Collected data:
________________________________________
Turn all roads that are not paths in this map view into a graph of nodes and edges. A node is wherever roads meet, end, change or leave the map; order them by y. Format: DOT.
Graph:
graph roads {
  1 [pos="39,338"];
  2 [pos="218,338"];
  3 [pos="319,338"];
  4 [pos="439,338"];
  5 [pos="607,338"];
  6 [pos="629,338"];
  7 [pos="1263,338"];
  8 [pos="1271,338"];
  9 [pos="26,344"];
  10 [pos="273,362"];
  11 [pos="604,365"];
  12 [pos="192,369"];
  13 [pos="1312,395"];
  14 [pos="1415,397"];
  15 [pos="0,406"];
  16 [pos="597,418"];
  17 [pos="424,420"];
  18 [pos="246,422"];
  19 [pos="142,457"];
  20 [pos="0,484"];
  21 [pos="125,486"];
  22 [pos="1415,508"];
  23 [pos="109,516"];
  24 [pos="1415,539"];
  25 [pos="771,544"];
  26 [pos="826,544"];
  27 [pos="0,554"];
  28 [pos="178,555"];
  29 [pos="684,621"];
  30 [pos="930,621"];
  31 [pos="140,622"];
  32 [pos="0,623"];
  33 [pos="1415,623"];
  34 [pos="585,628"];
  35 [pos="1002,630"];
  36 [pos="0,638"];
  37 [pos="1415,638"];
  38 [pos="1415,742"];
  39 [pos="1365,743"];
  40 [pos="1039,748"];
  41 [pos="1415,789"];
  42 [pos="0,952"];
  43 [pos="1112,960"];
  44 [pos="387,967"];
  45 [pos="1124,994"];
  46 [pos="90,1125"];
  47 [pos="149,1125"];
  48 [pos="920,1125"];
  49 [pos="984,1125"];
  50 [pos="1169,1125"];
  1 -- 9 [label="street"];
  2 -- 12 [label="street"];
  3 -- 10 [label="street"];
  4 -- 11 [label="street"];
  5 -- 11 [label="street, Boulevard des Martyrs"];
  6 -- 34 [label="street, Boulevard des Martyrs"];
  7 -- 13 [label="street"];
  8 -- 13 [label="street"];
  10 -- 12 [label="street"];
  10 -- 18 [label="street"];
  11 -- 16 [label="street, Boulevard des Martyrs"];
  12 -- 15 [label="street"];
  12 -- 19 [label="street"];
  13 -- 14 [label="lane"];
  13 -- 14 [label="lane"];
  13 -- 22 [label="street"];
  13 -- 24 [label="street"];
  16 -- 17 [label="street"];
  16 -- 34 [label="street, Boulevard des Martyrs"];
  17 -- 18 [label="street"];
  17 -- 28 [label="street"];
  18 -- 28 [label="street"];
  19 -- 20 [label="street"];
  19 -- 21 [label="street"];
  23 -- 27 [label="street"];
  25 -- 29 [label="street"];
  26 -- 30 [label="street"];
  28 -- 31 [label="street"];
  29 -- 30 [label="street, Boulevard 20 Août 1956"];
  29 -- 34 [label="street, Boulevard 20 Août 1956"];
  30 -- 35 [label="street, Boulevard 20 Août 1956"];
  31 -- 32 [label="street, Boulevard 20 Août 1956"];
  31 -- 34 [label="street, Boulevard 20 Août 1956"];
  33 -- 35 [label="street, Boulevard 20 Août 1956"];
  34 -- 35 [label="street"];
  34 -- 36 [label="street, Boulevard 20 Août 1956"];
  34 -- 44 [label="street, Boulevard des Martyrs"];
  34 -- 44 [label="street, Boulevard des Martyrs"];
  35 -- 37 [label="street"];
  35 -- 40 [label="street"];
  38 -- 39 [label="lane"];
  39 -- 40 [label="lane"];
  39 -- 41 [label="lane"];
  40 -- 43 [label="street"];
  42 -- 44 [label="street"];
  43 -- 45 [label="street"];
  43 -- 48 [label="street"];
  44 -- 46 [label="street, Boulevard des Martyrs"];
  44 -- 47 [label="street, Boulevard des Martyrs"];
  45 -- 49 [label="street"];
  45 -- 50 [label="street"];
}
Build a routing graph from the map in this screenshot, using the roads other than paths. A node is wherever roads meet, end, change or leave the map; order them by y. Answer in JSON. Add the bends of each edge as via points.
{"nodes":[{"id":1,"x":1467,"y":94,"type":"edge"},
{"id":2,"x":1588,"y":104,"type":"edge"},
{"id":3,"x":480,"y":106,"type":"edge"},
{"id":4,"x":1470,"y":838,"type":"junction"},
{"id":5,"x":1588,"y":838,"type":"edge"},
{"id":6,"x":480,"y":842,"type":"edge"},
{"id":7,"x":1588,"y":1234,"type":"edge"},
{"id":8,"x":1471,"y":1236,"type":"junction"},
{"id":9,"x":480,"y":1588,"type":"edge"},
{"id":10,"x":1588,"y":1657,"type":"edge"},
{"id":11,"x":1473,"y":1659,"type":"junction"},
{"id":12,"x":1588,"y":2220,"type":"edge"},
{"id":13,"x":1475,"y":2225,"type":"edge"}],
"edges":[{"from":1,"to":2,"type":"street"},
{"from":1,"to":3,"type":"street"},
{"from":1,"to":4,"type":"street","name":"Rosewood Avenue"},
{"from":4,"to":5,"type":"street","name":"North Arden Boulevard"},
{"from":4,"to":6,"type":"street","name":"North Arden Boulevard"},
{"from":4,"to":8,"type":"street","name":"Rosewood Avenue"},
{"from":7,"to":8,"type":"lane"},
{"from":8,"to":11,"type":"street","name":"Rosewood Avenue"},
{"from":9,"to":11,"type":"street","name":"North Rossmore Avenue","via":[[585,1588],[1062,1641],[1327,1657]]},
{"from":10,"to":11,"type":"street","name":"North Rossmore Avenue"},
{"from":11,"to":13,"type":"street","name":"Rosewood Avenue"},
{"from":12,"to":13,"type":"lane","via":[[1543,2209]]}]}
________________________________________
**To do:** Retype all of the entries. Keep each one exactly as written.

**Response:**
Turn all roads that are not paths in this map view into a graph of nodes and edges. A node is wherever roads meet, end, change or leave the map; order them by y. Format: DOT.
Graph:
graph roads {
  1 [pos="39,338"];
  2 [pos="218,338"];
  3 [pos="319,338"];
  4 [pos="439,338"];
  5 [pos="607,338"];
  6 [pos="629,338"];
  7 [pos="1263,338"];
  8 [pos="1271,338"];
  9 [pos="26,344"];
  10 [pos="273,362"];
  11 [pos="604,365"];
  12 [pos="192,369"];
  13 [pos="1312,395"];
  14 [pos="1415,397"];
  15 [pos="0,406"];
  16 [pos="597,418"];
  17 [pos="424,420"];
  18 [pos="246,422"];
  19 [pos="142,457"];
  20 [pos="0,484"];
  21 [pos="125,486"];
  22 [pos="1415,508"];
  23 [pos="109,516"];
  24 [pos="1415,539"];
  25 [pos="771,544"];
  26 [pos="826,544"];
  27 [pos="0,554"];
  28 [pos="178,555"];
  29 [pos="684,621"];
  30 [pos="930,621"];
  31 [pos="140,622"];
  32 [pos="0,623"];
  33 [pos="1415,623"];
  34 [pos="585,628"];
  35 [pos="1002,630"];
  36 [pos="0,638"];
  37 [pos="1415,638"];
  38 [pos="1415,742"];
  39 [pos="1365,743"];
  40 [pos="1039,748"];
  41 [pos="1415,789"];
  42 [pos="0,952"];
  43 [pos="1112,960"];
  44 [pos="387,967"];
  45 [pos="1124,994"];
  46 [pos="90,1125"];
  47 [pos="149,1125"];
  48 [pos="920,1125"];
  49 [pos="984,1125"];
  50 [pos="1169,1125"];
  1 -- 9 [label="street"];
  2 -- 12 [label="street"];
  3 -- 10 [label="street"];
  4 -- 11 [label="street"];
  5 -- 11 [label="street, Boulevard des Martyrs"];
  6 -- 34 [label="street, Boulevard des Martyrs"];
  7 -- 13 [label="street"];
  8 -- 13 [label="street"];
  10 -- 12 [label="street"];
  10 -- 18 [label="street"];
  11 -- 16 [label="street, Boulevard des Martyrs"];
  12 -- 15 [label="street"];
  12 -- 19 [label="street"];
  13 -- 14 [label="lane"];
  13 -- 14 [label="lane"];
  13 -- 22 [label="street"];
  13 -- 24 [label="street"];
  16 -- 17 [label="street"];
  16 -- 34 [label="street, Boulevard des Martyrs"];
  17 -- 18 [label="street"];
  17 -- 28 [label="street"];
  18 -- 28 [label="street"];
  19 -- 20 [label="street"];
  19 -- 21 [label="street"];
  23 -- 27 [label="street"];
  25 -- 29 [label="street"];
  26 -- 30 [label="street"];
  28 -- 31 [label="street"];
  29 -- 30 [label="street, Boulevard 20 Août 1956"];
  29 -- 34 [label="street, Boulevard 20 Août 1956"];
  30 -- 35 [label="street, Boulevard 20 Août 1956"];
  31 -- 32 [label="street, Boulevard 20 Août 1956"];
  31 -- 34 [label="street, Boulevard 20 Août 1956"];
  33 -- 35 [label="street, Boulevard 20 Août 1956"];
  34 -- 35 [label="street"];
  34 -- 36 [label="street, Boulevard 20 Août 1956"];
  34 -- 44 [label="street, Boulevard des Martyrs"];
  34 -- 44 [label="street, Boulevard des Martyrs"];
  35 -- 37 [label="street"];
  35 -- 40 [label="street"];
  38 -- 39 [label="lane"];
  39 -- 40 [label="lane"];
  39 -- 41 [label="lane"];
  40 -- 43 [label="street"];
  42 -- 44 [label="street"];
  43 -- 45 [label="street"];
  43 -- 48 [label="street"];
  44 -- 46 [label="street, Boulevard des Martyrs"];
  44 -- 47 [label="street, Boulevard des Martyrs"];
  45 -- 49 [label="street"];
  45 -- 50 [label="street"];
}
Build a routing graph from the map in this screenshot, using the roads other than paths. A node is wherever roads meet, end, change or leave the map; order them by y. Answer in JSON. Add the bends of each edge as via points.
{"nodes":[{"id":1,"x":1467,"y":94,"type":"edge"},
{"id":2,"x":1588,"y":104,"type":"edge"},
{"id":3,"x":480,"y":106,"type":"edge"},
{"id":4,"x":1470,"y":838,"type":"junction"},
{"id":5,"x":1588,"y":838,"type":"edge"},
{"id":6,"x":480,"y":842,"type":"edge"},
{"id":7,"x":1588,"y":1234,"type":"edge"},
{"id":8,"x":1471,"y":1236,"type":"junction"},
{"id":9,"x":480,"y":1588,"type":"edge"},
{"id":10,"x":1588,"y":1657,"type":"edge"},
{"id":11,"x":1473,"y":1659,"type":"junction"},
{"id":12,"x":1588,"y":2220,"type":"edge"},
{"id":13,"x":1475,"y":2225,"type":"edge"}],
"edges":[{"from":1,"to":2,"type":"street"},
{"from":1,"to":3,"type":"street"},
{"from":1,"to":4,"type":"street","name":"Rosewood Avenue"},
{"from":4,"to":5,"type":"street","name":"North Arden Boulevard"},
{"from":4,"to":6,"type":"street","name":"North Arden Boulevard"},
{"from":4,"to":8,"type":"street","name":"Rosewood Avenue"},
{"from":7,"to":8,"type":"lane"},
{"from":8,"to":11,"type":"street","name":"Rosewood Avenue"},
{"from":9,"to":11,"type":"street","name":"North Rossmore Avenue","via":[[585,1588],[1062,1641],[1327,1657]]},
{"from":10,"to":11,"type":"street","name":"North Rossmore Avenue"},
{"from":11,"to":13,"type":"street","name":"Rosewood Avenue"},
{"from":12,"to":13,"type":"lane","via":[[1543,2209]]}]}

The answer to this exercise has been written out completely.